第37話 マイ・フェア・シスター
イギリス ロンドン――
テムズ川沿いのサウスバンクセンター内のロイヤルフェスティバルホールでは指揮者の指揮の下、ローブに身を包んだ学生たちのゴスペルが高く響き渡っていた。
ピアノの荘重な伴奏に乗せて混声はクライマックスへと向かい、指揮者が伸ばした右手をくるりと回すと余韻を残して音色は
指揮者が観客席のほうへ向きなおり、一礼を。次に割れんばかりの拍手がホールを包んだ。
「素晴らしい! さすがは常勝のブリストル校だ!」
「この調子なら今回の大会もブリストル校の優勝で決まりですな。オコンネル先生」
「いやいや、イーストン校もよく頑張っていましたから、まだ分かりませんぞ。ええと、次の学校は……」
パンフレットを取り出して審査員の一人であるオコンネルは老眼鏡をかけながら確認する。
「ウッドラム校? 聞いたことありませんな」
「ウッドラム校といえば、あの問題児が集まるところで有名な学校ですぞ。しかも十数年ぶりの参加ときています」とこれまた審査員のギデオンが説明する。
「問題児? それではウッドラムではなく
英国風のジョークでふたりがはははと笑う。パンフレットにふたたび目を戻す。
「指揮者はフランチェスカ……シャビエル? いやハビエルか?」
「ザビエルです。フランチェスカ・ザビエルですわ」
そう訂正したのは最後の審査員の女性であった。
「彼女は私の神学校の同期が務めている教会にいる見習いシスターです。私が頼み込んだのです」
聞けば、荒れ果てたウッドラム校の生徒たちに意欲を持たせるためにコンクールに参加させることを企画したそうな。
そして白羽の矢が立てられたのが、フランシスコ・ザビエルを先祖に持つ見習いシスターだったというわけだ。
「彼女たちは必死に練習してきました。きっとやり遂げてくれると信じております」
「ミスウェザビー。そうは言いますが、その、フランチェスカ女史は見習いシスターなのでしょう? そんな彼女にブリストル校をしのぐような力があるとは思えませんが……」
オコンネルが先を続けようとした時、ウェザビーがしっと唇に細い指を当てる。
「まもなく開演ですわ」
彼女の言うとおり照明が消され、舞台の手前にスポットライトが当たるとそこには修道服に身を包んだ少女がヴェールから腰まで伸びた金髪をなびかせながら中央へと歩く。

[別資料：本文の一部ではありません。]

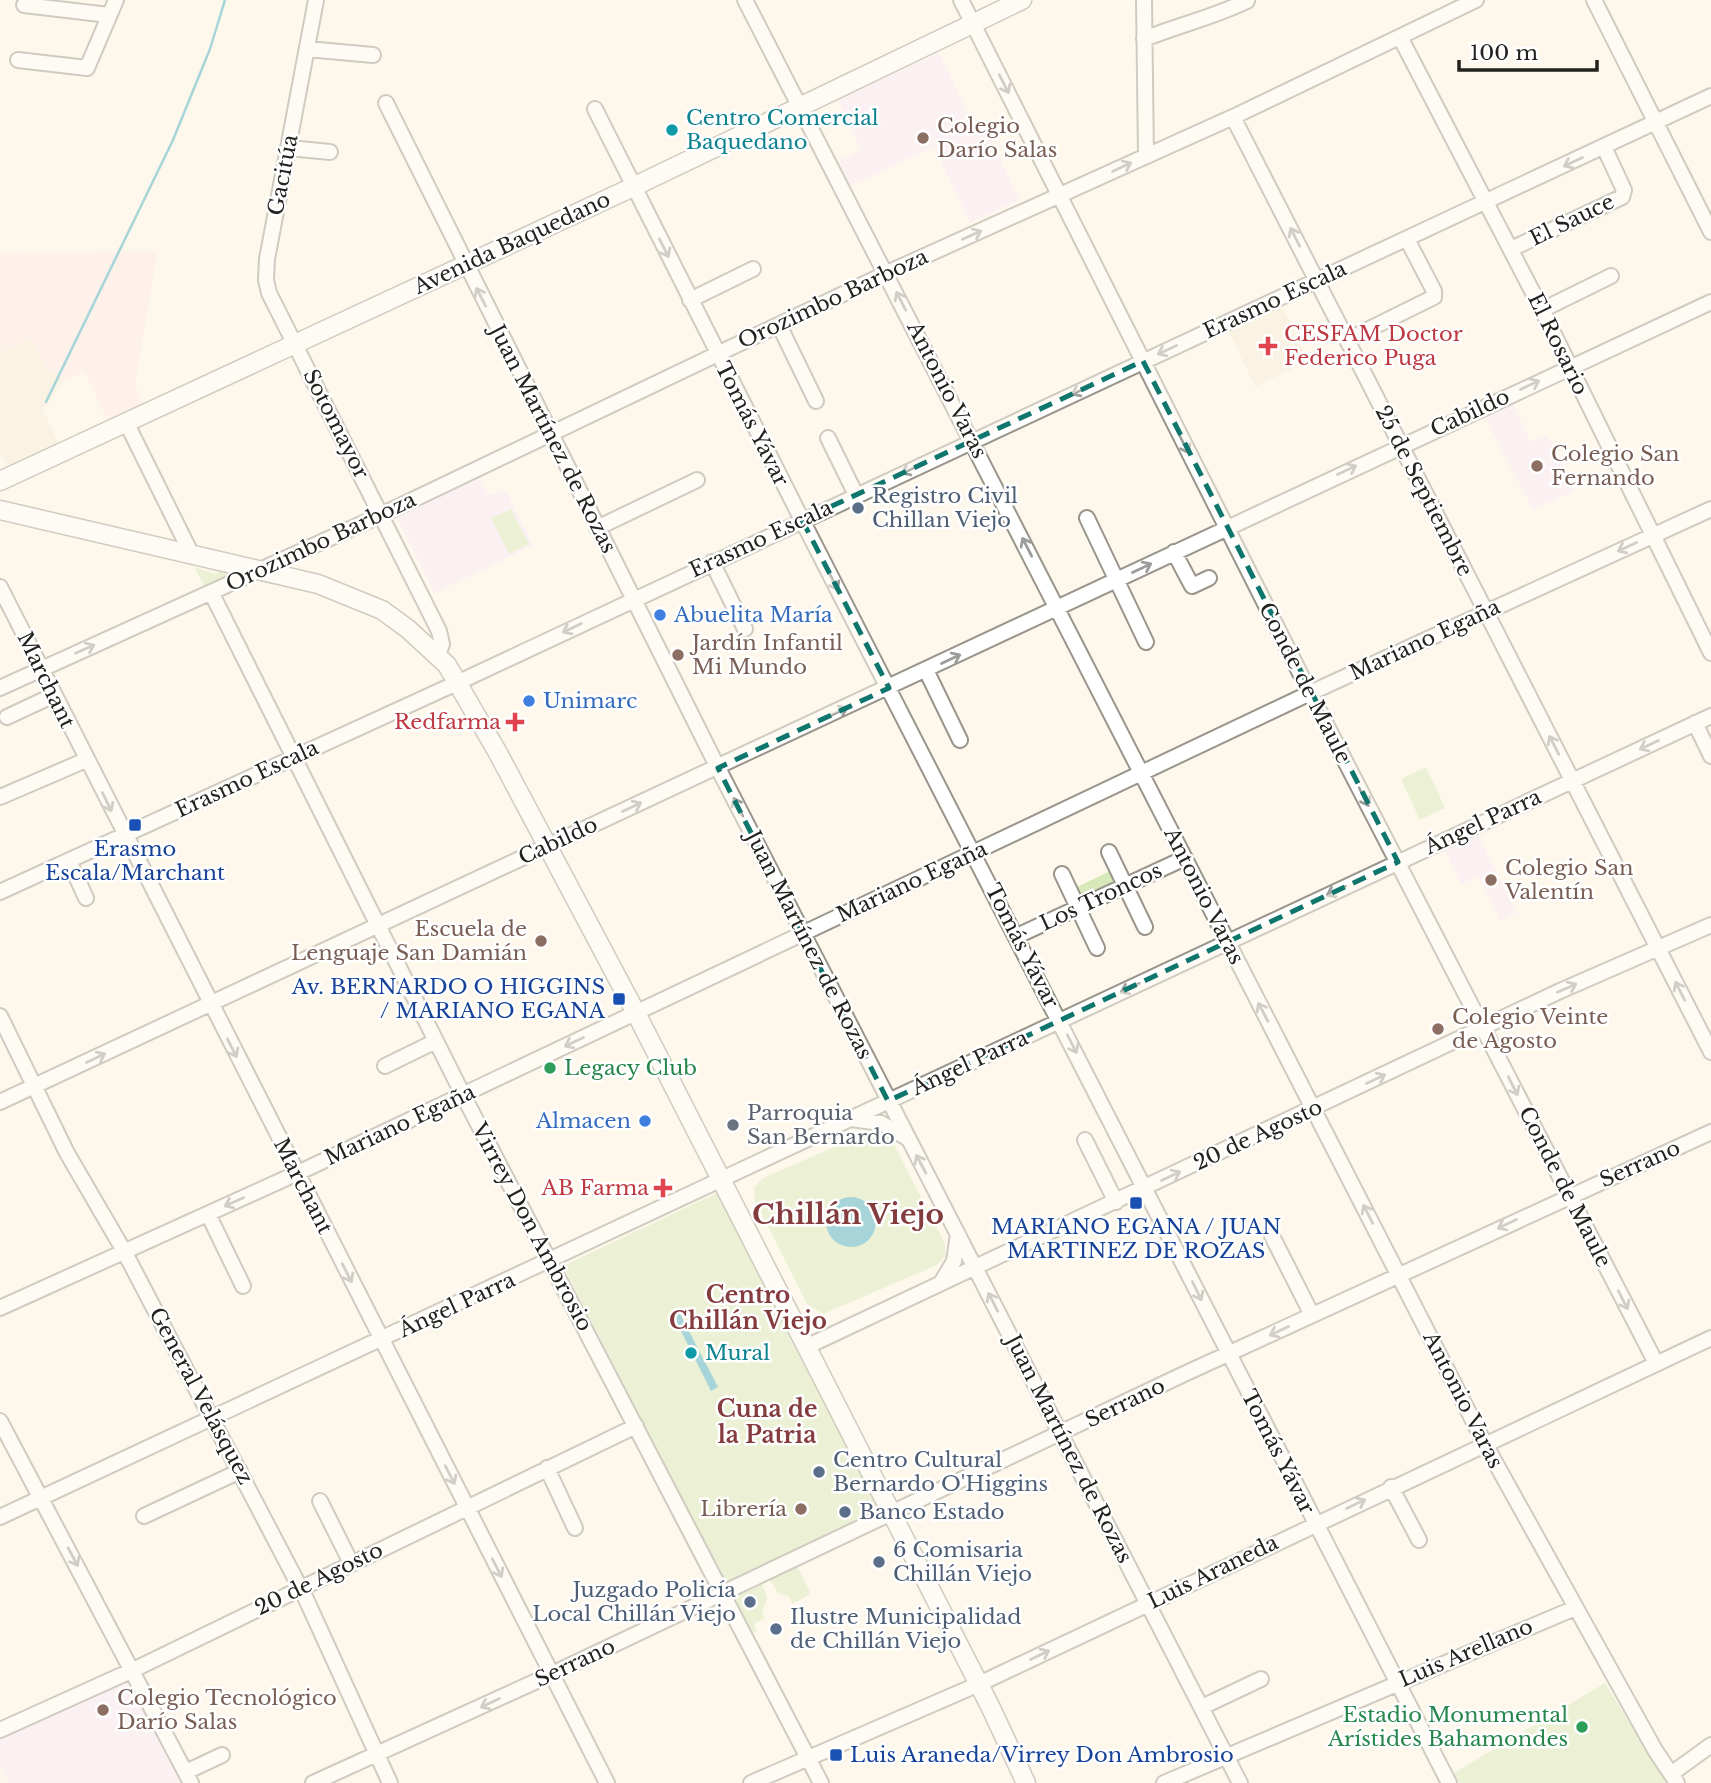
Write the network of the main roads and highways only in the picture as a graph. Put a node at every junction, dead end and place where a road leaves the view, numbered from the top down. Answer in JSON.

中央まで来ると観客席に一礼。そして振り返ってピアニストへ目配せを。
だが、舞台上には誰もいない。まったくの無人だ。
「どういうことだ? 聖歌隊がいないとは」
「問題児だから尻尾を巻いて逃げたのでは?」
「そんなはずはありませんわ」
そう言うウェザビーは慌てるふたりの審査員とは対照的に落ち着き払っていた。
信じていますわよ。シスターフランチェスカ……。
指揮者の見習いシスターが腕を振り下ろすのと同時に前奏曲が奏でられる。
だがそれは荘重な調べではない。ポップのそれだ。軽快なリズムに乗って舞台袖からワイシャツに黒のズボンをサスペンダーで留め、頭にシルクハットを被った、およそ聖歌隊とは言えない出で立ちの男女たちが現れた。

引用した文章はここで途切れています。